Apreciándose manejado, a espera de la pronunciación de una persona que no tenía potestad de disponer de los acontecimientos de su vida, como si fuese dueño de esta.

¿Pero que podía hacer?

Pese al resentimiento que albergaba en su pecho, dio su palabra.

La cual aborrecía cumplir, al ser un caballero en toda regla en ese aspecto, pero se animaba al pensar lo mucho que podía conseguir siendo literal un bueno para nada.

Por eso se sentía tan frustrado.

Con la mente ocupada, solo cavilando en lo que tanto le calaba.

La muerte de su madre.

Cada maldita cicatriz en sus extremidades, producida por los golpes dados a conciencia con ánimos de herir, no solo física si no mentalmente.

Porque aquello era su pesadilla recurrente.

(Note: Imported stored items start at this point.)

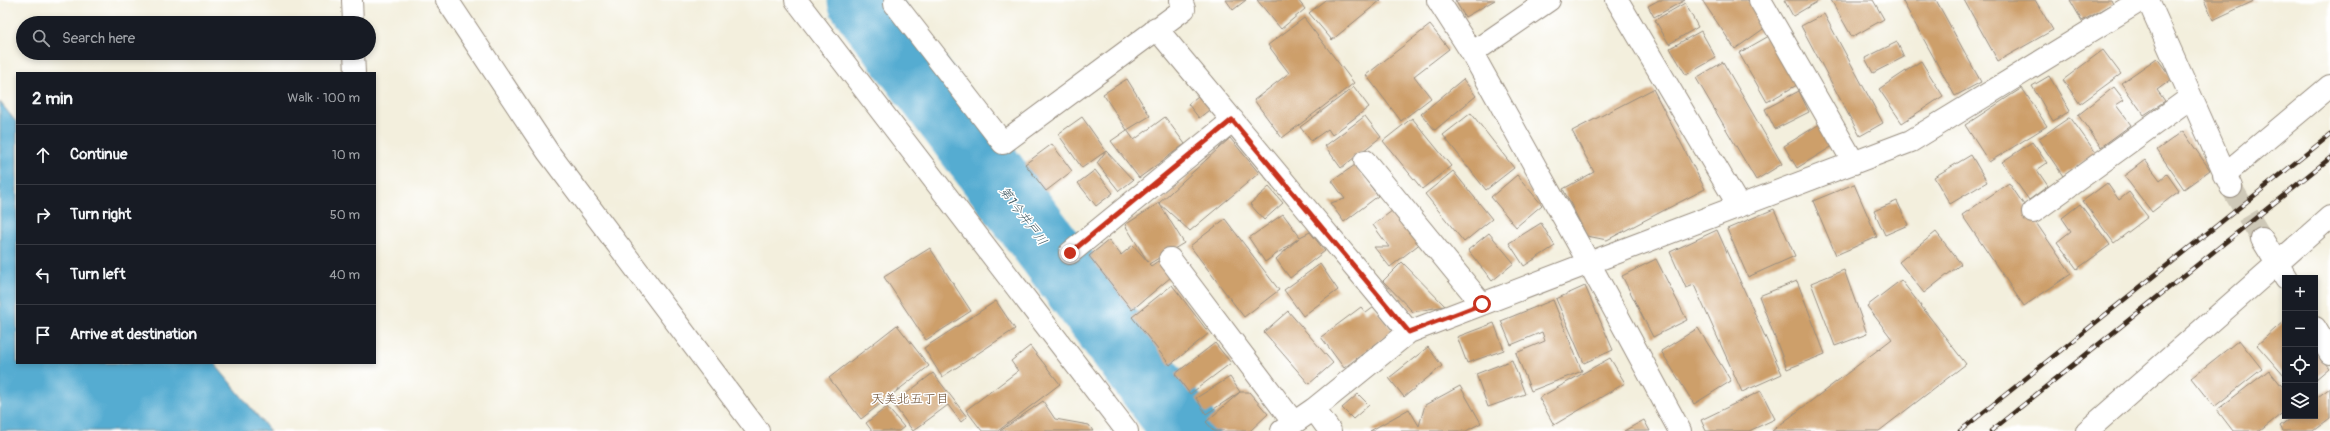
<!DOCTYPE html>
<html lang="en">
<head>
<meta charset="utf-8">
<style>
  body { margin:0; font-family:Pangolin,"Klee One",sans-serif; background:#20242c; color:#f1f3f6 }
  .controls { position:absolute; right:12px; bottom:12px; display:grid; overflow:hidden; border-radius:0px; box-shadow:0 2px 6px #0003 }
  .controls button { width:36px; height:36px; display:grid; place-items:center; padding:0; border:0; border-bottom:1px solid #363941; background:#171b24; color:#f1f3f6; font:20px sans-serif }
  .stop { position:absolute; width:12px; height:12px; margin:-9px; border:3px solid #c8321e; border-radius:50%; background:#fff }
  .stop.end { background:#c8321e; border-color:#fff; box-shadow:0 1px 4px #0008 }
  .list { margin:0; padding:0; list-style:none }
  h2 { display:flex; justify-content:space-between; align-items:center; height:52px; margin:0; padding:0 16px; font-size:17px }
  h2 small { font-size:13px; font-weight:400; color:#9ea1a6 }
  .list li { display:grid; grid-template-columns:26px 1fr auto; gap:12px; align-items:center; box-sizing:border-box; height:60px; padding:0 16px; border-top:1px solid #363941 }
  .list b { display:block; font-size:15px; white-space:nowrap }
  .list em { font-size:13px; font-style:normal; color:#9ea1a6 }
  .icon { flex:none; width:22px; height:22px; fill:none; stroke:currentColor; stroke-width:2; stroke-linecap:round; stroke-linejoin:round }
  .map { position:relative; flex:none; width:2330px; height:431px; overflow:hidden }
  .search { position:absolute; background:#171b24; box-shadow:0 2px 6px #0003; left:16px; top:16px; width:360px; height:44px; display:flex; align-items:center; gap:10px; box-sizing:border-box; padding:0 14px; border-radius:22px; color:#9ea1a6; font-size:15px }
  .panel { position:absolute; background:#171b24; box-shadow:0 2px 6px #0003; left:16px; top:72px; width:360px; height:292px; border-radius:0px }
  .map>svg:first-child { display:block }
</style>
</head>
<body>
<div class="map">
<svg width="2330" height="431" viewBox="0 0 2330 431">
  <rect width="100%" height="100%" fill="#fff"/>
  <filter id="ink" filterUnits="userSpaceOnUse"><feTurbulence type="fractalNoise" baseFrequency=".025" numOctaves="2"/><feDisplacementMap in="SourceGraphic" scale="8" xChannelSelector="R" yChannelSelector="G"/><feConvolveMatrix kernelMatrix="1 2 1 2 8 2 1 2 1" color-interpolation-filters="sRGB"/></filter>
  <filter id="wash" filterUnits="userSpaceOnUse"><feTurbulence type="fractalNoise" baseFrequency=".012" numOctaves="4" result="noise"/><feDisplacementMap in="SourceGraphic" scale="16" xChannelSelector="R" yChannelSelector="G"/><feGaussianBlur stdDeviation="0.9" result="paint"/><feColorMatrix in="noise" values="0 0 0 0 0 0 0 0 0 0 0 0 0 0 0 0 0 1.4 0 .05"/><feComposite in="paint" operator="in"/></filter>
  <g filter="url(#wash)">
    <rect width="100%" height="100%" fill="#f3efdd"/>
    <path fill="#54acd1" stroke="#486b78" d="M 0,102 L 17,123 L 17,363 L 214,363 L 270,431 L 0,431 Z"/>
    <g fill="none" stroke-linecap="round" stroke-linejoin="round">
      <path stroke="#54acd1" stroke-width="67" d="M 861,0 L 1186,431"/>
    </g>
    <g id="blocks">
      <path fill="#cd9f6a" d="M 1226,0 L 1246,0 L 1233,10 Z
        M 1257,0 L 1298,0 L 1305,9 L 1281,29 Z
        M 1325,0 L 1381,0 L 1332,40 L 1309,13 Z
        M 1455,0 L 1495,0 L 1465,17 Z
        M 1659,0 L 1685,0 L 1654,17 L 1648,6 Z
        M 1702,0 L 1748,0 L 1766,27 L 1735,49 Z
        M 1784,0 L 1820,0 L 1793,16 Z
        M 1831,0 L 1873,0 L 1884,19 L 1852,37 Z
        M 1902,0 L 1936,0 L 1981,82 L 1955,96 Z
        M 1964,0 L 2035,0 L 2053,30 L 1998,61 Z
        M 2070,0 L 2111,0 L 2113,4 L 2082,21 Z
        M 2204,0 L 2256,0 L 2213,20 Z
        M 1685,3 L 1698,27 L 1669,44 L 1655,20 Z
        M 1824,14 L 1883,123 L 1860,136 L 1801,26 Z
        M 1304,18 L 1354,83 L 1282,138 L 1254,100 L 1289,73 L 1268,45 Z
        M 1430,25 L 1449,49 L 1414,76 L 1431,98 L 1401,121 L 1366,75 Z
        M 1701,31 L 1716,58 L 1686,75 L 1670,48 Z
        M 1769,36 L 1797,85 L 1767,102 L 1739,53 Z
        M 1897,42 L 1904,57 L 1873,73 L 1865,58 Z
        M 2103,50 L 2121,74 L 2080,104 L 2063,80 Z
        M 2157,58 L 2172,79 L 2157,90 L 2165,101 L 2144,115 L 2121,83 Z
        M 1921,61 L 1943,96 L 1902,123 L 1879,89 Z
        M 1723,62 L 1782,164 L 1756,180 L 1696,78 Z
        M 2049,76 L 2070,111 L 2053,121 L 2032,86 Z
        M 1127,79 L 1150,116 L 1127,130 L 1103,94 Z
        M 1463,79 L 1476,96 L 1435,130 L 1421,114 Z
        M 1354,87 L 1369,107 L 1332,135 L 1328,129 L 1311,141 L 1300,127 Z
        M 2114,87 L 2124,100 L 2116,105 L 2131,125 L 2101,147 L 2078,115 Z
        M 2022,88 L 2047,126 L 1989,162 L 1965,125 Z
        M 1207,89 L 1218,103 L 1199,118 L 1188,104 Z
        M 1653,89 L 1705,189 L 1607,240 L 1587,236 L 1563,189 L 1594,172 L 1572,131 Z
        M 1799,91 L 1809,112 L 1775,129 L 1765,109 Z
        M 1471,113 L 1514,168 L 1486,190 L 1443,135 Z
        M 1365,116 L 1381,137 L 1341,168 L 1325,146 Z
        M 1082,117 L 1106,151 L 1133,180 L 1119,191 L 1097,163 L 1106,151 L 1082,168 L 1058,134 Z
        M 1165,117 L 1185,144 L 1139,178 L 1111,141 L 1127,130 L 1134,140 Z
        M 2070,117 L 2096,153 L 2063,176 L 2038,139 Z
        M 1412,118 L 1451,166 L 1422,189 L 1383,141 Z
        M 1823,122 L 1836,144 L 1797,168 L 1784,146 Z
        M 2183,131 L 2210,170 L 2184,189 L 2157,150 Z
        M 1230,138 L 1259,173 L 1190,231 L 1159,203 Z
        M 2032,142 L 2047,163 L 2037,170 L 2048,186 L 2029,200 L 2002,162 Z
        M 1052,144 L 1072,171 L 1046,191 L 1025,164 Z
        M 1971,155 L 1987,182 L 1950,204 L 1934,177 Z
        M 2145,160 L 2160,180 L 2167,174 L 2179,191 L 2152,212 L 2124,176 Z
        M 1355,165 L 1378,196 L 1344,222 L 1330,203 L 1345,199 L 1332,181 Z
        M 1095,170 L 1113,193 L 1096,206 L 1078,183 Z
        M 1453,171 L 1492,219 L 1464,242 L 1425,194 Z
        M 1517,175 L 1542,205 L 1516,227 L 1491,197 Z
        M 2009,183 L 2071,274 L 2024,306 L 1962,215 Z
        M 2107,183 L 2119,200 L 2129,192 L 2148,217 L 2114,243 L 2083,201 Z
        M 1854,184 L 1877,237 L 1836,255 L 1813,201 Z
        M 1269,187 L 1283,203 L 1264,220 L 1250,204 Z
        M 1897,201 L 1908,225 L 1885,235 L 1874,211 Z
        M 1159,203 L 1184,243 L 1149,264 L 1151,266 L 1158,261 L 1171,277 L 1132,310 L 1089,256 L 1109,240 L 1121,255 L 1133,245 L 1148,262 L 1125,225 Z
        M 2080,204 L 2110,245 L 2077,269 L 2057,242 L 2071,231 L 2062,218 Z
        M 1396,208 L 1422,242 L 1390,267 L 1374,247 L 1389,247 L 1373,225 Z
        M 1774,209 L 1795,256 L 1748,277 L 1727,229 Z
        M 1283,214 L 1300,237 L 1310,232 L 1325,251 L 1290,278 L 1276,259 L 1299,238 L 1265,262 L 1249,238 Z
        M 1225,219 L 1279,290 L 1244,317 L 1190,246 Z
        M 1541,223 L 1555,246 L 1524,266 L 1509,243 Z
        M 1717,230 L 1782,374 L 1742,392 L 1694,285 L 1686,288 L 1670,252 Z
        M 1936,232 L 1961,264 L 1924,293 L 1899,262 Z
        M 1489,233 L 1514,263 L 1492,281 L 1468,250 Z
        M 930,248 L 971,311 L 926,340 L 884,277 Z
        M 1656,259 L 1687,320 L 1653,337 L 1622,276 Z
        M 1402,262 L 1445,306 L 1413,312 L 1383,281 Z
        M 1320,264 L 1338,290 L 1303,316 L 1284,290 Z
        M 1844,270 L 1867,334 L 1835,346 L 1811,283 Z
        M 1901,280 L 1966,364 L 1879,431 L 1772,431 L 1892,339 L 1867,306 Z
        M 1797,281 L 1825,354 L 1787,369 L 1759,296 Z
        M 1172,285 L 1209,333 L 1170,365 L 1132,317 Z
        M 1585,286 L 1613,350 L 1584,363 L 1556,299 Z
        M 1553,300 L 1582,371 L 1531,391 L 1516,353 L 1545,341 L 1542,332 L 1511,345 L 1501,321 Z
        M 996,301 L 1015,329 L 942,377 L 924,348 Z
        M 1361,307 L 1366,313 L 1374,307 L 1393,331 L 1344,368 L 1321,337 Z
        M 1288,311 L 1333,363 L 1309,384 L 1264,332 Z
        M 2285,320 L 2285,377 L 2257,345 Z
        M 1494,323 L 1504,350 L 1467,363 L 1457,337 Z
        M 897,325 L 929,366 L 861,419 L 829,378 Z
        M 1698,328 L 1731,381 L 1694,404 L 1661,351 Z
        M 2239,340 L 2262,369 L 2214,407 L 2191,378 Z
        M 1215,343 L 1231,363 L 1190,394 L 1175,374 Z
        M 1030,346 L 1060,384 L 998,431 L 982,431 L 966,410 L 1018,371 L 1011,361 Z
        M 1428,347 L 1442,366 L 1404,397 L 1389,378 Z
        M 2315,351 L 2329,368 L 2315,380 Z
        M 1610,358 L 1625,383 L 1554,425 L 1539,398 Z
        M 1512,360 L 1525,394 L 1488,407 L 1476,374 Z
        M 2269,370 L 2285,390 L 2285,411 L 2260,431 L 2233,431 L 2217,410 Z
        M 933,373 L 967,417 L 961,422 L 948,405 L 913,431 L 893,404 Z
        M 1230,377 L 1240,392 L 1249,392 L 1268,414 L 1250,431 L 1214,431 L 1206,422 L 1240,392 L 1206,414 L 1196,398 Z
        M 1460,386 L 1481,423 L 1466,431 L 1370,431 L 1409,409 L 1419,426 L 1425,405 Z
        M 2330,388 L 2330,418 L 2313,431 L 2283,431 L 2280,426 L 2293,416 L 2315,416 L 2315,399 Z
        M 1761,391 L 1775,419 L 1749,431 L 1706,431 L 1701,420 Z
        M 1358,394 L 1369,405 L 1353,419 L 1342,408 Z
        M 1043,401 L 1055,419 L 1089,425 L 1093,431 L 1000,431 Z
        M 887,407 L 904,427 L 899,431 L 872,431 L 866,423 Z
        M 1644,420 L 1650,431 L 1624,431 Z"/>
    </g>
  </g>
  <g filter="url(#ink)">
    <use href="#blocks" fill-opacity="0" stroke="#978c7e" stroke-width="1"/>
    <g fill="none" stroke-linecap="round" stroke-linejoin="round">
      <path stroke="#cec8b7" stroke-width="22" stroke-dasharray="22 11" stroke-linecap="butt" d="M 2231,187 L 2262,239"/>
      <defs>
        <path id="lane" d="M 352,0 L 353,23
          M 354,53 L 355,73"/>
        <path id="street" d="M 447,0 L 548,152 L 758,431
          M 1617,0 L 1739,206
          M 1760,0 L 1854,163
          M 2148,0 L 2231,187
          M 895,4 L 1003,143 L 1184,9 L 1181,0
          M 1156,28 L 1409,332
          M 1472,53 L 1549,0
          M 1365,161 L 1482,304
          M 2224,175 L 2330,86
          M 2033,212 L 2190,98
          M 2262,239 L 2286,278
          M 1070,253 L 1233,120
          M 1170,259 L 1294,423
          M 2315,328 L 2330,353
          M 1314,409 L 1330,431
          M 1282,431 L 1314,409 L 1409,332 L 1589,263 L 1472,53 L 1438,0
          M 1680,431 L 1589,263 L 1911,141 L 2141,0
          M 2087,431 L 2330,217"/>
        <path id="secondary" d="M 796,0 L 1127,431"/>
      </defs>
      <use href="#lane" stroke="#978c7e" stroke-width="22"/>
      <use href="#street" stroke="#978c7e" stroke-width="24"/>
      <use href="#secondary" stroke="#978c7e" stroke-width="24"/>
      <use href="#lane" stroke="#fff" stroke-width="20"/>
      <use href="#street" stroke="#fff" stroke-width="22"/>
      <use href="#secondary" stroke="#fff" stroke-width="22"/>
      <defs>
        <path id="rail" d="M 1960,431 L 2330,135
          M 1991,431 L 2330,158"/>
      </defs>
      <use href="#rail" stroke="#3b2a1e" stroke-width="4.5"/>
      <use href="#rail" stroke="#fff" stroke-width="3" stroke-dasharray="9" stroke-linecap="butt"/>
    </g>
  </g>
  <g fill="none" stroke-linecap="round" stroke-linejoin="round" filter="url(#ink)">
    <path stroke="#c8321e" stroke-width="5" d="M 1070,253 L 1232,120 L 1409,332 L 1482,304"/>
  </g>
  <g text-anchor="middle" dominant-baseline="central" stroke-width="3" stroke-linejoin="round" paint-order="stroke">
    <g font-size="13" font-style="italic" fill="#455e66" stroke="#fff">
      <text transform="translate(1023 216) rotate(53)">第1今井戸川</text>
    </g>
    <g font-size="13" fill="#6e5339" stroke="#fff">
      <text x="910" y="399">天美北五丁目</text>
    </g>
  </g>
</svg>
<div class="controls">
<button>+</button>
<button>−</button>
<button><svg class="icon" aria-label="locate" viewBox="0 0 24 24"><circle cx="12" cy="12" r="6"/><path d="M12 2v4M12 18v4M2 12h4M18 12h4"/></svg></button>
<button><svg class="icon" aria-label="layers" viewBox="0 0 24 24"><path d="M12 4l9 5-9 5-9-5zM3 14l9 5 9-5"/></svg></button>
</div>
<div class="stop" style="left:1482px;top:304px"></div>
<div class="stop end" style="left:1070px;top:253px"></div>
<div class="search"><svg class="icon" aria-label="search" viewBox="0 0 24 24"><circle cx="10" cy="10" r="6"/><path d="M15 15l6 6"/></svg>Search here</div>
<section class="panel">
<h2>2 min<small>Walk · 100 m</small></h2>
<ul class="list">
<li><svg class="icon" aria-label="ahead" viewBox="0 0 24 24"><path d="M12 20V5M6 11l6-6 6 6"/></svg><div><b>Continue</b></div><em>10 m</em></li>
<li><svg class="icon" aria-label="right" viewBox="0 0 24 24"><path d="M7 20v-9h11M14 6l5 5-5 5"/></svg><div><b>Turn right</b></div><em>50 m</em></li>
<li><svg class="icon" aria-label="left" viewBox="0 0 24 24"><path d="M17 20v-9H6M10 6l-5 5 5 5"/></svg><div><b>Turn left</b></div><em>40 m</em></li>
<li><svg class="icon" aria-label="arrive" viewBox="0 0 24 24"><path d="M6 21V4h12l-3 4 3 4H6"/></svg><div><b>Arrive at destination</b></div></li>
</ul>
</section>
</div>
</body>
</html>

Tanto que en su momento hasta deseo hacerle compañía a su progenitora, en ese mundo en donde no se encontraba dolor.

Pero él era fuerte.

Podía con mucho más, y no descansaría hasta hacerlos pagar a todos por cada cosa que le hicieron.

En especial a esa mujer que decidió extinguir su único resquicio de luz.

Pensar en esa voz que no salía de su cerebro le hacía burbujear la sangre.

Tanto, que, pese a que los primeros tintes anaranjados que daban paso al anochecer pegaron en sus orbes, iluminándolos, y bañándolos de vitalidad, no pudo salir de aquella oscuridad que hizo que apretase los puños machacados, algo manchados de la sangre de ese inservible.

Y a su desfogue de ira no ser culminado, sirvió para ennegrecer más su humor.